=== ASSIGNED TASK ===
In the data below, find every line with the word "Lalelelor" and copy it.

[Collected data entries]

Segment Open

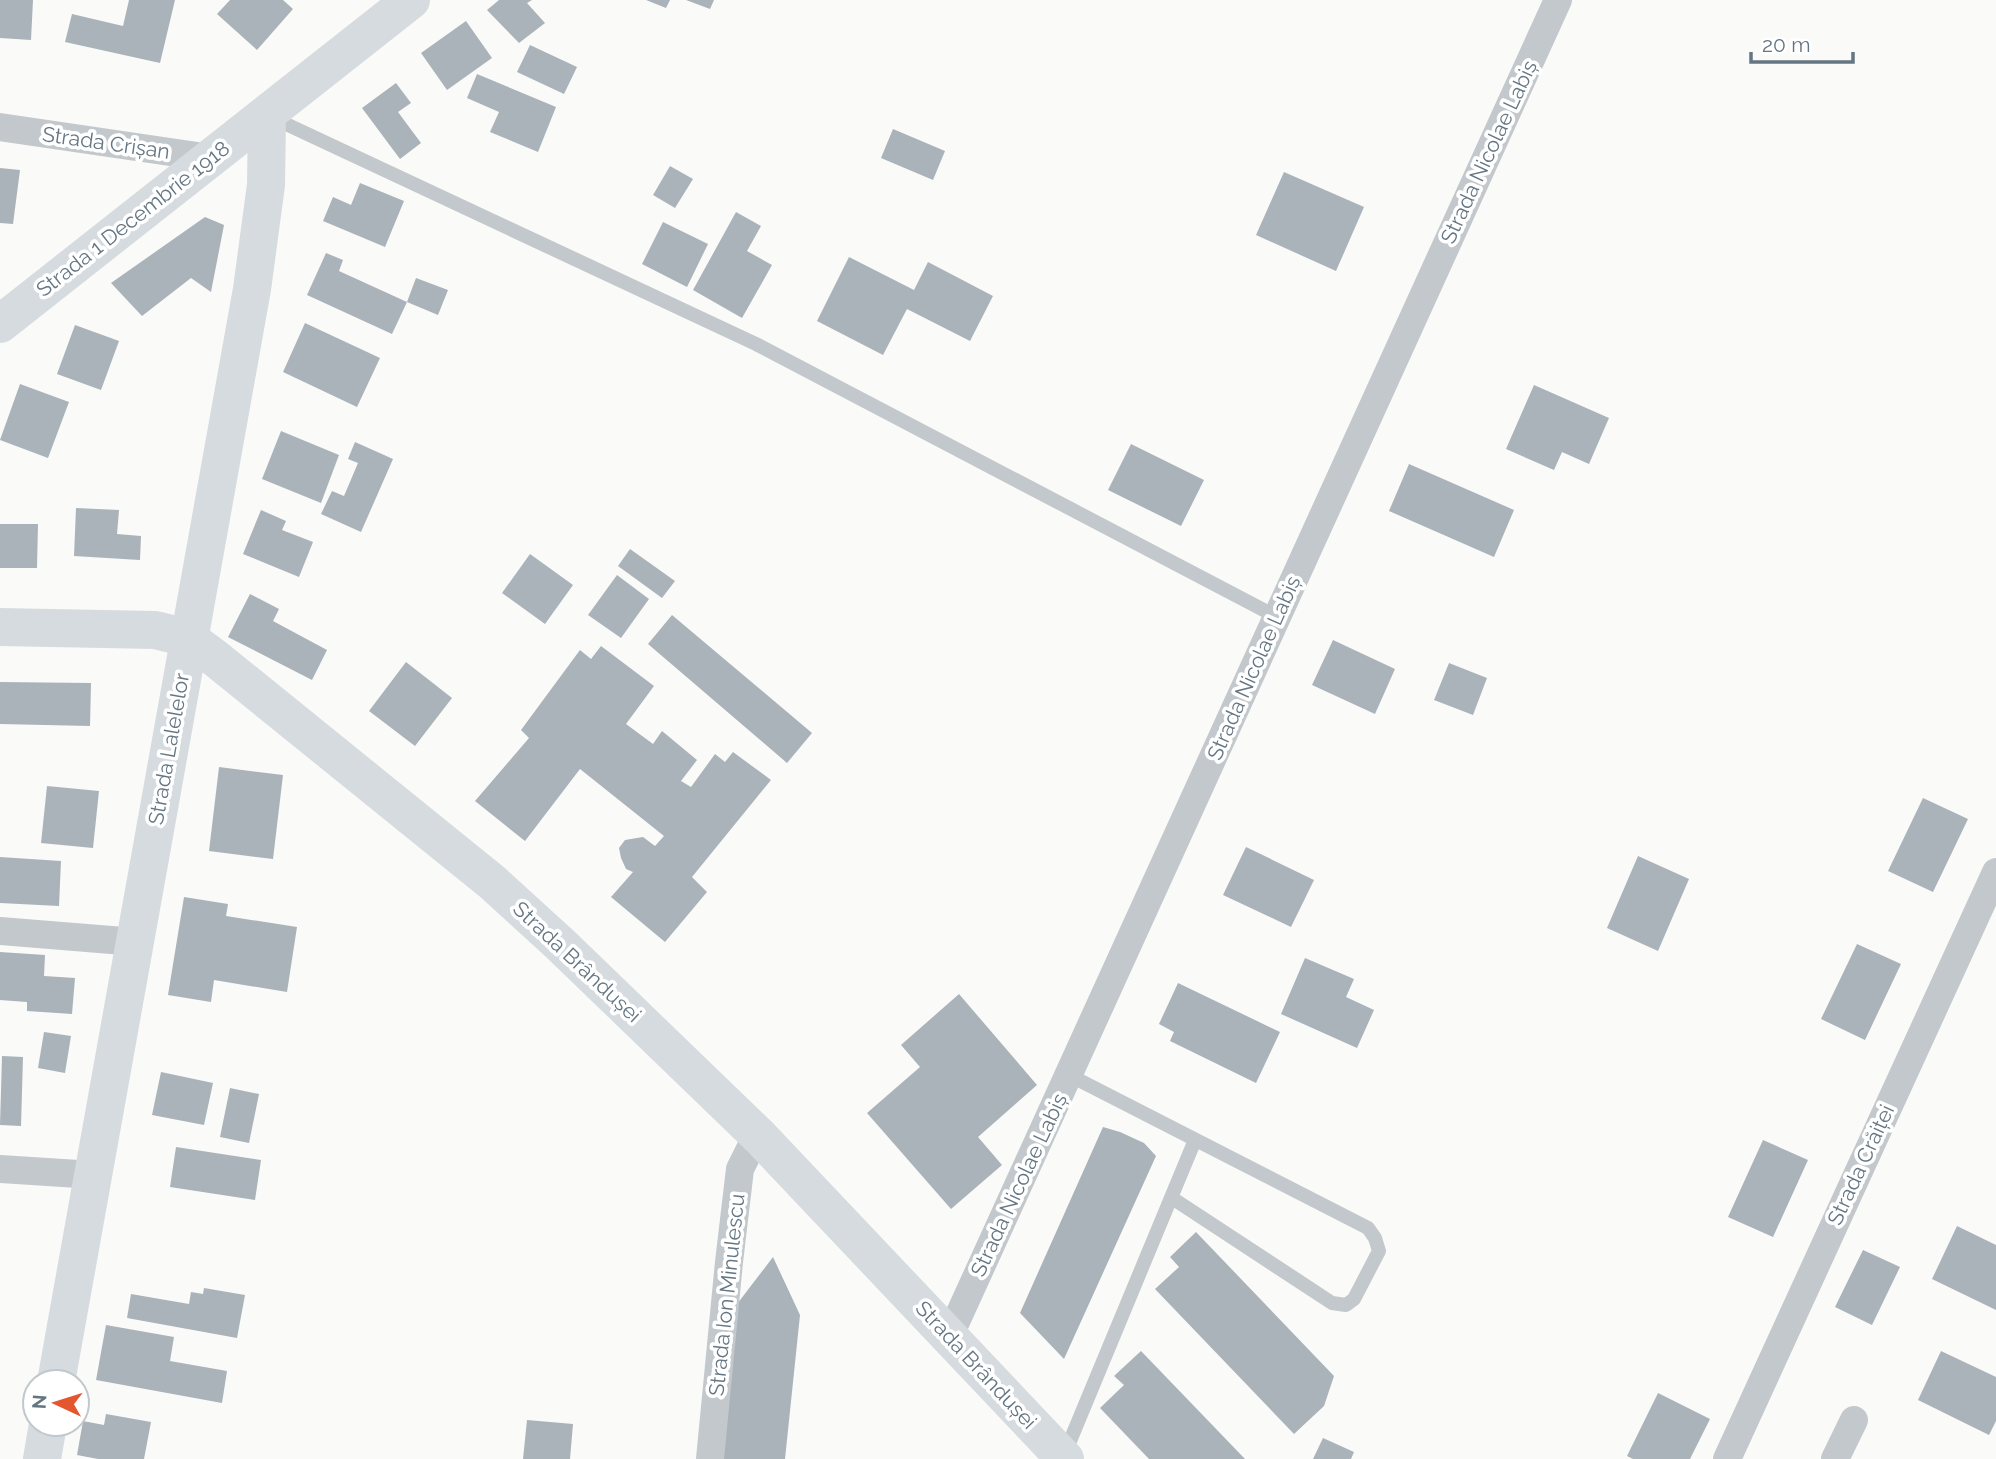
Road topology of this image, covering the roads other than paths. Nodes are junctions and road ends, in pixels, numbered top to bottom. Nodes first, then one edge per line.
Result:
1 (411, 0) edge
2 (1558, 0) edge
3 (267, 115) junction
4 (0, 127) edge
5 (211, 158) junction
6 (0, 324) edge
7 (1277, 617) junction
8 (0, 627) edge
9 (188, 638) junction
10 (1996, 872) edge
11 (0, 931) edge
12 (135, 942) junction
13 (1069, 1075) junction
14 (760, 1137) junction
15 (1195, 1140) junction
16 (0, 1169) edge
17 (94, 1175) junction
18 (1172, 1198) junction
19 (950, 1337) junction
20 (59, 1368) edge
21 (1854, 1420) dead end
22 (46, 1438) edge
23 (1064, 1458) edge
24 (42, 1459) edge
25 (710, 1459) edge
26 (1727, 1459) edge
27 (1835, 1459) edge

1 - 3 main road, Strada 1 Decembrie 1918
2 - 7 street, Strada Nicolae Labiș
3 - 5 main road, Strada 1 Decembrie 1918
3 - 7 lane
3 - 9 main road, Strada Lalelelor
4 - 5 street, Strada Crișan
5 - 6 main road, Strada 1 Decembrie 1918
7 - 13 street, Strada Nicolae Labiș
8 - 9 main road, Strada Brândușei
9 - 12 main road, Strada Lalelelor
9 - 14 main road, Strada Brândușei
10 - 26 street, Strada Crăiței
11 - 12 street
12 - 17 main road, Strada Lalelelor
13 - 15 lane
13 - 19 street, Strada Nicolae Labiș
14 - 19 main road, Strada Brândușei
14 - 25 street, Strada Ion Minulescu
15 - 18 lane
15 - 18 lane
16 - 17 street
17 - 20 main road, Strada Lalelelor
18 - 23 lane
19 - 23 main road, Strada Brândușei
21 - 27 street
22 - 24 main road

Segment Closed

=== OUTPUT FOR THIS TASK ===
3 - 9 main road, Strada Lalelelor
9 - 12 main road, Strada Lalelelor
12 - 17 main road, Strada Lalelelor
17 - 20 main road, Strada Lalelelor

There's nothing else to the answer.